* _EXERCISE AIM_: Copy out the data that follows exactly, leaving out no line.

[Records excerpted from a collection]
++++++

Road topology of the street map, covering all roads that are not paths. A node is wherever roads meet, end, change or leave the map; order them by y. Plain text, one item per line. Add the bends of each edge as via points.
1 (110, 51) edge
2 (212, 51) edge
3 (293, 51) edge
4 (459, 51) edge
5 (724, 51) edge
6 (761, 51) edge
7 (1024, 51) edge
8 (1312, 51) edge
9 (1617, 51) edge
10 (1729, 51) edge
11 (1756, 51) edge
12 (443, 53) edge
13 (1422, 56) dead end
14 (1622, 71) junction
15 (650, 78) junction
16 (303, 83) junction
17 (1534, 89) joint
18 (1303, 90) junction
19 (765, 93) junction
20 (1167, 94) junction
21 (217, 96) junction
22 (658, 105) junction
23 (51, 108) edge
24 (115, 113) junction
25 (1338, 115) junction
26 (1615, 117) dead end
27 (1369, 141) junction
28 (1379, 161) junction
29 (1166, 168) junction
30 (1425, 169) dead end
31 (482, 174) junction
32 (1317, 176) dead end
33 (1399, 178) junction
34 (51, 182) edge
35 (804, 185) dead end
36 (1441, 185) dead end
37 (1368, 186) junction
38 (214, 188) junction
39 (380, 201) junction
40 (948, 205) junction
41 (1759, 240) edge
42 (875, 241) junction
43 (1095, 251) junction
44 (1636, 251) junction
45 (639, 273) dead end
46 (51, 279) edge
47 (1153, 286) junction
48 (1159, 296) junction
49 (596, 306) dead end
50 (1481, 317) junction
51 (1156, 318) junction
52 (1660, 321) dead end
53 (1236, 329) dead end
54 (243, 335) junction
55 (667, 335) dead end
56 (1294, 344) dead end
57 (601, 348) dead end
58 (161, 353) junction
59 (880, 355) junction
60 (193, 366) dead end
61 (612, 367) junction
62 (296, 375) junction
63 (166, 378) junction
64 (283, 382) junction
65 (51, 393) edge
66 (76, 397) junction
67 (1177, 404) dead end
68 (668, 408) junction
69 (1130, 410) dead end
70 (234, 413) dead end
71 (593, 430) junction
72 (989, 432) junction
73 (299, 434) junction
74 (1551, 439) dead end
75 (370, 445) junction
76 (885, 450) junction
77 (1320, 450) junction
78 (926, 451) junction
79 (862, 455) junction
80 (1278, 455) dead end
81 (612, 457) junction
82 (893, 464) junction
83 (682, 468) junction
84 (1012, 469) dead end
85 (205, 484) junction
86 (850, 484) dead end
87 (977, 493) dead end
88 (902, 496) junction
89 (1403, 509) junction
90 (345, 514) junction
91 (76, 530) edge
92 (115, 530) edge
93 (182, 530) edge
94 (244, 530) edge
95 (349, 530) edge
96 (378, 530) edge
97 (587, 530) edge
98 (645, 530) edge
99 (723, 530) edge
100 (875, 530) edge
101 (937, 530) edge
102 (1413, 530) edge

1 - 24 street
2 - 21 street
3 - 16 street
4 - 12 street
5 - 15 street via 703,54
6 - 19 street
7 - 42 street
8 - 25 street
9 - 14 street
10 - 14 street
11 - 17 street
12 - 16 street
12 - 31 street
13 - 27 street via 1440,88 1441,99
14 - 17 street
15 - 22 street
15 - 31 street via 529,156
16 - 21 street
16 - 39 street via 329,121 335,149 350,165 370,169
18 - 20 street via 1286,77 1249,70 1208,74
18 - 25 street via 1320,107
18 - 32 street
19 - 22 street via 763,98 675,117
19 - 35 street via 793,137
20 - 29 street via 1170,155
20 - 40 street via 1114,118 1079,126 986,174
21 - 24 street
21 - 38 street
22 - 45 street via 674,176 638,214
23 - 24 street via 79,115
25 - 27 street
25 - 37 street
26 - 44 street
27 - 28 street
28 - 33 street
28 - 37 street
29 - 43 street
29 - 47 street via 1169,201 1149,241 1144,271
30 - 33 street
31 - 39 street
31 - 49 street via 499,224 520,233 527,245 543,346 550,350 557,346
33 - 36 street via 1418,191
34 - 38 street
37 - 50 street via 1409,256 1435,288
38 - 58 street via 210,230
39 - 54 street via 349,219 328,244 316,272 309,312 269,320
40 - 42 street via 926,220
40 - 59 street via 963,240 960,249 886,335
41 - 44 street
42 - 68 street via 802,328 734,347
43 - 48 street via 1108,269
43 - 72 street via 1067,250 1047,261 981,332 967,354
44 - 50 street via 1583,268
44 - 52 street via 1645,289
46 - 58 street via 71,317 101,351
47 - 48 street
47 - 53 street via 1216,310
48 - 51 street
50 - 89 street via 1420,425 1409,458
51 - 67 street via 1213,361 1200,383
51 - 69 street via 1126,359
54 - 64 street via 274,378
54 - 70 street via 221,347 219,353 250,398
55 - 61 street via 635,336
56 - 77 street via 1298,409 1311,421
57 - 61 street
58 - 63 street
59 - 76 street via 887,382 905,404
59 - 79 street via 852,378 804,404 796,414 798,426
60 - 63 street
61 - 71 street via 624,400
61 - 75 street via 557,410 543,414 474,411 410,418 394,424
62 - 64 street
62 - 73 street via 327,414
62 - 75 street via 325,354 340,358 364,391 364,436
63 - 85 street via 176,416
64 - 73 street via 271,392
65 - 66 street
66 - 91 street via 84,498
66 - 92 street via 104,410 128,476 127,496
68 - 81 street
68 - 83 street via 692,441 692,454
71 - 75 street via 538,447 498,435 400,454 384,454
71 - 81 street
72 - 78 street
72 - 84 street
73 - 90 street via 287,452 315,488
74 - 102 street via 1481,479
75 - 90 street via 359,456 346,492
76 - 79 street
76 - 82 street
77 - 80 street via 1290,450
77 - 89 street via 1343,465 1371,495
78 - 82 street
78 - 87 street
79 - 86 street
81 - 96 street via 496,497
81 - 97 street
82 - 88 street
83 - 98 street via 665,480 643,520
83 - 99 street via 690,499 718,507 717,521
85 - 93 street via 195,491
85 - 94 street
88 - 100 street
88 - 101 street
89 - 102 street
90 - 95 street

++++++

* _RESPONSE BELOW_:
Road topology of the street map, covering all roads that are not paths. A node is wherever roads meet, end, change or leave the map; order them by y. Plain text, one item per line. Add the bends of each edge as via points.
1 (110, 51) edge
2 (212, 51) edge
3 (293, 51) edge
4 (459, 51) edge
5 (724, 51) edge
6 (761, 51) edge
7 (1024, 51) edge
8 (1312, 51) edge
9 (1617, 51) edge
10 (1729, 51) edge
11 (1756, 51) edge
12 (443, 53) edge
13 (1422, 56) dead end
14 (1622, 71) junction
15 (650, 78) junction
16 (303, 83) junction
17 (1534, 89) joint
18 (1303, 90) junction
19 (765, 93) junction
20 (1167, 94) junction
21 (217, 96) junction
22 (658, 105) junction
23 (51, 108) edge
24 (115, 113) junction
25 (1338, 115) junction
26 (1615, 117) dead end
27 (1369, 141) junction
28 (1379, 161) junction
29 (1166, 168) junction
30 (1425, 169) dead end
31 (482, 174) junction
32 (1317, 176) dead end
33 (1399, 178) junction
34 (51, 182) edge
35 (804, 185) dead end
36 (1441, 185) dead end
37 (1368, 186) junction
38 (214, 188) junction
39 (380, 201) junction
40 (948, 205) junction
41 (1759, 240) edge
42 (875, 241) junction
43 (1095, 251) junction
44 (1636, 251) junction
45 (639, 273) dead end
46 (51, 279) edge
47 (1153, 286) junction
48 (1159, 296) junction
49 (596, 306) dead end
50 (1481, 317) junction
51 (1156, 318) junction
52 (1660, 321) dead end
53 (1236, 329) dead end
54 (243, 335) junction
55 (667, 335) dead end
56 (1294, 344) dead end
57 (601, 348) dead end
58 (161, 353) junction
59 (880, 355) junction
60 (193, 366) dead end
61 (612, 367) junction
62 (296, 375) junction
63 (166, 378) junction
64 (283, 382) junction
65 (51, 393) edge
66 (76, 397) junction
67 (1177, 404) dead end
68 (668, 408) junction
69 (1130, 410) dead end
70 (234, 413) dead end
71 (593, 430) junction
72 (989, 432) junction
73 (299, 434) junction
74 (1551, 439) dead end
75 (370, 445) junction
76 (885, 450) junction
77 (1320, 450) junction
78 (926, 451) junction
79 (862, 455) junction
80 (1278, 455) dead end
81 (612, 457) junction
82 (893, 464) junction
83 (682, 468) junction
84 (1012, 469) dead end
85 (205, 484) junction
86 (850, 484) dead end
87 (977, 493) dead end
88 (902, 496) junction
89 (1403, 509) junction
90 (345, 514) junction
91 (76, 530) edge
92 (115, 530) edge
93 (182, 530) edge
94 (244, 530) edge
95 (349, 530) edge
96 (378, 530) edge
97 (587, 530) edge
98 (645, 530) edge
99 (723, 530) edge
100 (875, 530) edge
101 (937, 530) edge
102 (1413, 530) edge

1 - 24 street
2 - 21 street
3 - 16 street
4 - 12 street
5 - 15 street via 703,54
6 - 19 street
7 - 42 street
8 - 25 street
9 - 14 street
10 - 14 street
11 - 17 street
12 - 16 street
12 - 31 street
13 - 27 street via 1440,88 1441,99
14 - 17 street
15 - 22 street
15 - 31 street via 529,156
16 - 21 street
16 - 39 street via 329,121 335,149 350,165 370,169
18 - 20 street via 1286,77 1249,70 1208,74
18 - 25 street via 1320,107
18 - 32 street
19 - 22 street via 763,98 675,117
19 - 35 street via 793,137
20 - 29 street via 1170,155
20 - 40 street via 1114,118 1079,126 986,174
21 - 24 street
21 - 38 street
22 - 45 street via 674,176 638,214
23 - 24 street via 79,115
25 - 27 street
25 - 37 street
26 - 44 street
27 - 28 street
28 - 33 street
28 - 37 street
29 - 43 street
29 - 47 street via 1169,201 1149,241 1144,271
30 - 33 street
31 - 39 street
31 - 49 street via 499,224 520,233 527,245 543,346 550,350 557,346
33 - 36 street via 1418,191
34 - 38 street
37 - 50 street via 1409,256 1435,288
38 - 58 street via 210,230
39 - 54 street via 349,219 328,244 316,272 309,312 269,320
40 - 42 street via 926,220
40 - 59 street via 963,240 960,249 886,335
41 - 44 street
42 - 68 street via 802,328 734,347
43 - 48 street via 1108,269
43 - 72 street via 1067,250 1047,261 981,332 967,354
44 - 50 street via 1583,268
44 - 52 street via 1645,289
46 - 58 street via 71,317 101,351
47 - 48 street
47 - 53 street via 1216,310
48 - 51 street
50 - 89 street via 1420,425 1409,458
51 - 67 street via 1213,361 1200,383
51 - 69 street via 1126,359
54 - 64 street via 274,378
54 - 70 street via 221,347 219,353 250,398
55 - 61 street via 635,336
56 - 77 street via 1298,409 1311,421
57 - 61 street
58 - 63 street
59 - 76 street via 887,382 905,404
59 - 79 street via 852,378 804,404 796,414 798,426
60 - 63 street
61 - 71 street via 624,400
61 - 75 street via 557,410 543,414 474,411 410,418 394,424
62 - 64 street
62 - 73 street via 327,414
62 - 75 street via 325,354 340,358 364,391 364,436
63 - 85 street via 176,416
64 - 73 street via 271,392
65 - 66 street
66 - 91 street via 84,498
66 - 92 street via 104,410 128,476 127,496
68 - 81 street
68 - 83 street via 692,441 692,454
71 - 75 street via 538,447 498,435 400,454 384,454
71 - 81 street
72 - 78 street
72 - 84 street
73 - 90 street via 287,452 315,488
74 - 102 street via 1481,479
75 - 90 street via 359,456 346,492
76 - 79 street
76 - 82 street
77 - 80 street via 1290,450
77 - 89 street via 1343,465 1371,495
78 - 82 street
78 - 87 street
79 - 86 street
81 - 96 street via 496,497
81 - 97 street
82 - 88 street
83 - 98 street via 665,480 643,520
83 - 99 street via 690,499 718,507 717,521
85 - 93 street via 195,491
85 - 94 street
88 - 100 street
88 - 101 street
89 - 102 street
90 - 95 street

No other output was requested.